In the 1990s, however, technology was employed by UCLA astronomer Andrea Ghez to take high speed images of the center of the galaxy. These images were then aligned and stacked. By taking extremely short exposures, the noise introduced by the atmosphere was overcome. By stacking the images (adding together the light from successive frames), faint objects were drawn out of the darkness. In this case, Ghez and her team have been able to make out the orbits of series of stars (7 are highlighted in the image above) as they orbit an invisible point. This points observationally indicated mass of 2.6 million times the mass of the Sun is confined into such a small area that it has to be a black hole. Nothing else can be that dense.
So, Niven’s image of a dense region of exploding stars isn’t quite as possible as people might have thought in the 1960s (when he was writing it) and the 1970s (when people starting reading it).
That problem aside, Niven mentions gamma rays from supernova almost 30 years before we had the concept of gamma ray bursts being caused by certain subsets of supernova.
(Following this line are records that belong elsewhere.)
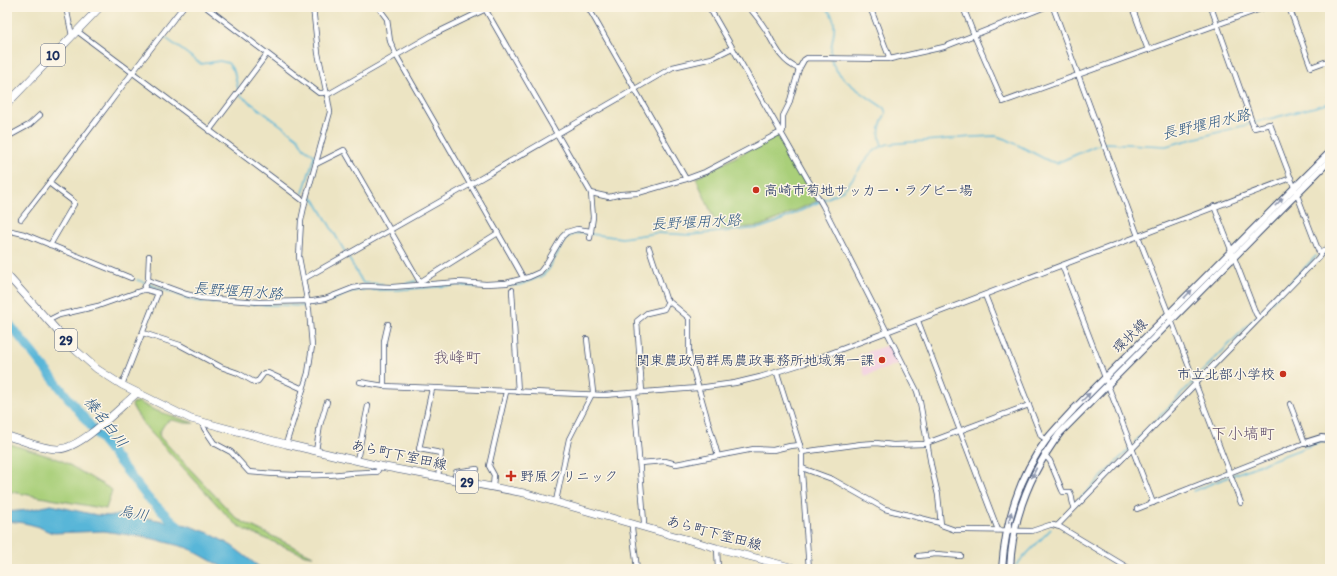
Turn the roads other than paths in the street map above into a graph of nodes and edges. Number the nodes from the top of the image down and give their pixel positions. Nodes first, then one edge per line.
1 (66, 7) edge
2 (100, 7) edge
3 (183, 7) edge
4 (206, 7) edge
5 (313, 7) edge
6 (378, 7) edge
7 (487, 7) edge
8 (588, 7) edge
9 (709, 7) edge
10 (749, 7) edge
11 (870, 7) edge
12 (963, 7) edge
13 (1045, 7) edge
14 (1053, 7) edge
15 (1132, 7) edge
16 (1211, 7) edge
17 (1266, 7) edge
18 (1289, 7) edge
19 (1217, 24) junction
20 (75, 34) junction
21 (974, 35) junction
22 (732, 48) junction
23 (1148, 50) junction
24 (268, 54) junction
25 (396, 55) junction
26 (890, 59) junction
27 (1330, 60) edge
28 (799, 69) junction
29 (132, 73) junction
30 (1078, 75) junction
31 (635, 90) junction
32 (327, 93) junction
33 (7, 104) edge
34 (40, 115) dead end
35 (209, 131) junction
36 (780, 132) junction
37 (558, 134) junction
38 (7, 137) edge
39 (1330, 152) edge
40 (1330, 160) edge
41 (316, 164) junction
42 (1291, 178) junction
43 (686, 179) junction
44 (50, 183) junction
45 (471, 184) junction
46 (1296, 190) junction
47 (591, 193) junction
48 (305, 202) junction
49 (1214, 206) junction
50 (21, 219) dead end
51 (7, 230) edge
52 (390, 230) junction
53 (498, 233) junction
54 (1138, 236) junction
55 (50, 245) junction
56 (1329, 247) edge
57 (649, 248) dead end
58 (1232, 250) junction
59 (1321, 253) junction
60 (150, 256) dead end
61 (1234, 256) junction
62 (1330, 258) edge
63 (1062, 265) junction
64 (7, 275) edge
65 (131, 278) dead end
66 (304, 278) junction
67 (524, 279) junction
68 (148, 280) junction
69 (420, 284) junction
70 (143, 290) junction
71 (512, 290) dead end
72 (985, 295) junction
73 (668, 301) junction
74 (307, 302) junction
75 (1170, 317) junction
76 (1259, 318) junction
77 (49, 320) junction
78 (918, 321) junction
79 (388, 324) dead end
80 (887, 332) junction
81 (143, 333) junction
82 (587, 339) dead end
83 (777, 372) junction
84 (1106, 377) junction
85 (360, 382) dead end
86 (1196, 383) junction
87 (1108, 384) junction
88 (122, 385) junction
89 (384, 386) junction
90 (698, 388) junction
91 (303, 389) junction
92 (432, 389) junction
93 (506, 392) junction
94 (518, 392) junction
95 (642, 392) junction
96 (137, 393) junction
97 (634, 393) junction
98 (592, 395) junction
99 (327, 402) dead end
100 (1290, 404) dead end
101 (1029, 405) junction
102 (368, 406) dead end
103 (202, 423) junction
104 (960, 430) junction
105 (7, 436) edge
106 (1330, 439) edge
107 (1047, 440) junction
108 (927, 443) junction
109 (1305, 443) junction
110 (286, 444) junction
111 (800, 445) junction
112 (1133, 448) junction
113 (316, 451) junction
114 (802, 452) junction
115 (1044, 454) junction
116 (718, 456) junction
117 (357, 460) junction
118 (640, 463) junction
119 (380, 466) junction
120 (802, 468) junction
121 (477, 469) dead end
122 (1230, 473) junction
123 (438, 477) junction
124 (454, 480) junction
125 (493, 487) junction
126 (556, 501) junction
127 (1153, 503) junction
128 (1241, 503) dead end
129 (1075, 507) junction
130 (1136, 509) dead end
131 (940, 523) junction
132 (633, 524) junction
133 (643, 526) junction
134 (1057, 526) junction
135 (998, 530) junction
136 (1007, 531) junction
137 (1014, 531) junction
138 (717, 548) junction
139 (918, 556) dead end
140 (961, 556) dead end
141 (786, 568) edge
142 (636, 569) edge
143 (718, 569) edge
144 (798, 569) edge
145 (809, 569) edge
146 (1002, 569) edge
147 (1010, 569) edge
148 (1130, 569) edge

1 - 20 street
2 - 20 main road, 10
3 - 29 street
4 - 24 street
5 - 32 street
6 - 25 street
7 - 25 street
7 - 37 street
8 - 31 street
9 - 22 street
10 - 28 street
11 - 26 street
12 - 21 street
13 - 21 street
14 - 30 street
15 - 23 street
16 - 19 street
17 - 19 street
18 - 27 street
19 - 23 street
19 - 42 street
20 - 29 street
20 - 33 main road, 10
21 - 26 street
21 - 30 street
22 - 31 street
22 - 36 street
23 - 30 street
24 - 32 street
24 - 35 street
25 - 32 street
25 - 45 street
26 - 28 street
28 - 36 street
29 - 35 street
29 - 44 street
30 - 54 street
31 - 37 street
31 - 43 street
32 - 41 street
34 - 38 street
35 - 48 street
36 - 43 street
36 - 80 street
37 - 45 street
37 - 47 street
39 - 46 street, 環状線
40 - 46 street, 環状線
41 - 48 street
41 - 52 street
42 - 46 street
42 - 49 street
43 - 47 street
44 - 50 street
44 - 55 street
45 - 52 street
45 - 53 street
58 -> 46 street, 環状線
46 - 59 street
46 - 61 street, 環状線
47 - 67 street
48 - 66 street
49 - 54 street
49 - 58 street
51 - 55 street
52 - 66 street
52 - 69 street
53 - 67 street
53 - 69 street
54 - 63 street
54 - 75 street
55 - 65 street
56 - 59 street
56 - 62 street
57 - 73 street
58 - 61 street
75 -> 58 street, 環状線
59 - 76 street
60 - 68 street
61 - 75 street, 環状線
61 - 76 street
63 - 72 street
63 - 84 street
64 - 77 main road, あら町下室田線 / 29
66 - 74 street
67 - 69 street
68 - 70 street
68 - 74 street
69 - 74 street
70 - 77 street
70 - 81 street
71 - 94 street
72 - 78 street
72 - 101 street
73 - 90 street
73 - 95 street
74 - 91 street
75 - 84 street, 環状線
75 - 86 street
75 - 87 street, 環状線
76 - 86 street
77 - 88 main road, あら町下室田線 / 29
78 - 80 street
78 - 104 street
79 - 89 street
80 - 83 street
80 - 108 street
81 - 88 street
81 - 91 street
82 - 98 street
83 - 90 street
83 - 111 street
84 - 87 street
107 -> 84 street, 環状線
85 - 89 street
86 - 112 street
86 - 122 street
87 - 112 street
87 - 115 street, 環状線
88 - 96 main road, あら町下室田線 / 29
89 - 92 street
90 - 95 street
90 - 116 street
91 - 110 street
92 - 93 street
92 - 123 street
93 - 94 street
93 - 125 street
94 - 98 street
95 - 97 street
96 - 103 main road, あら町下室田線 / 29
96 - 105 main road
97 - 98 street
97 - 118 street
98 - 126 street
99 - 113 street
100 - 109 street
101 - 104 street
101 - 107 street
102 - 117 street
103 - 110 main road, あら町下室田線 / 29
103 - 119 street
104 - 108 street
104 - 135 street
106 - 109 street
136 -> 107 street, 環状線
108 - 114 street
108 - 131 street
109 - 122 street
110 - 113 main road, あら町下室田線 / 29
111 - 114 street
111 - 116 street
112 - 127 street
112 - 129 street
113 - 117 main road, あら町下室田線 / 29
114 - 120 street
115 - 129 street
115 -> 137 street, 環状線
116 - 118 street
117 - 119 main road, あら町下室田線 / 29
118 - 133 street
119 - 123 main road, あら町下室田線 / 29
120 - 131 street
120 - 145 street
121 - 124 street
122 - 127 street
122 - 128 street
123 - 124 main road, あら町下室田線 / 29
124 - 125 main road, あら町下室田線 / 29
125 - 126 main road, あら町下室田線 / 29
126 - 132 main road, あら町下室田線 / 29
127 - 130 street
129 - 134 street
131 - 135 street
132 - 133 main road, あら町下室田線 / 29
132 - 142 street
133 - 138 main road, あら町下室田線 / 29
134 - 137 street
134 - 148 street
135 - 136 street
136 - 137 street
136 - 146 street, 環状線
137 - 147 street, 環状線
138 - 141 main road, あら町下室田線 / 29
138 - 143 street
139 - 140 street
141 - 144 main road, あら町下室田線 / 29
I know he is just taking about gamma rays in general being given off during SN, but it does raise the question how how would a star be effected if it were in the a star cluster and took the fill blast of a gamma ray burst at close range. I’m going to have to think on that for a while, but it seems that if it were close enough (defining “enough” is the part where I’m going to need to think awhile) external heating could disrupt the normal energy transport mechanism and potential cause a burst nuclear burning in places where it normally would occur. These two effects could definitely disrupt a star in a “I just can’t make ‘er go, Cap’n” kind of way, but just Scotty could always repair the Enterprise, I suspect the star would rebound as well. But again, I need to think on this some more.
Still – neat science. The book makes you think, even if it also is showing some age. I’m sure I’ll have more to say as I continue to read this book and others this summer.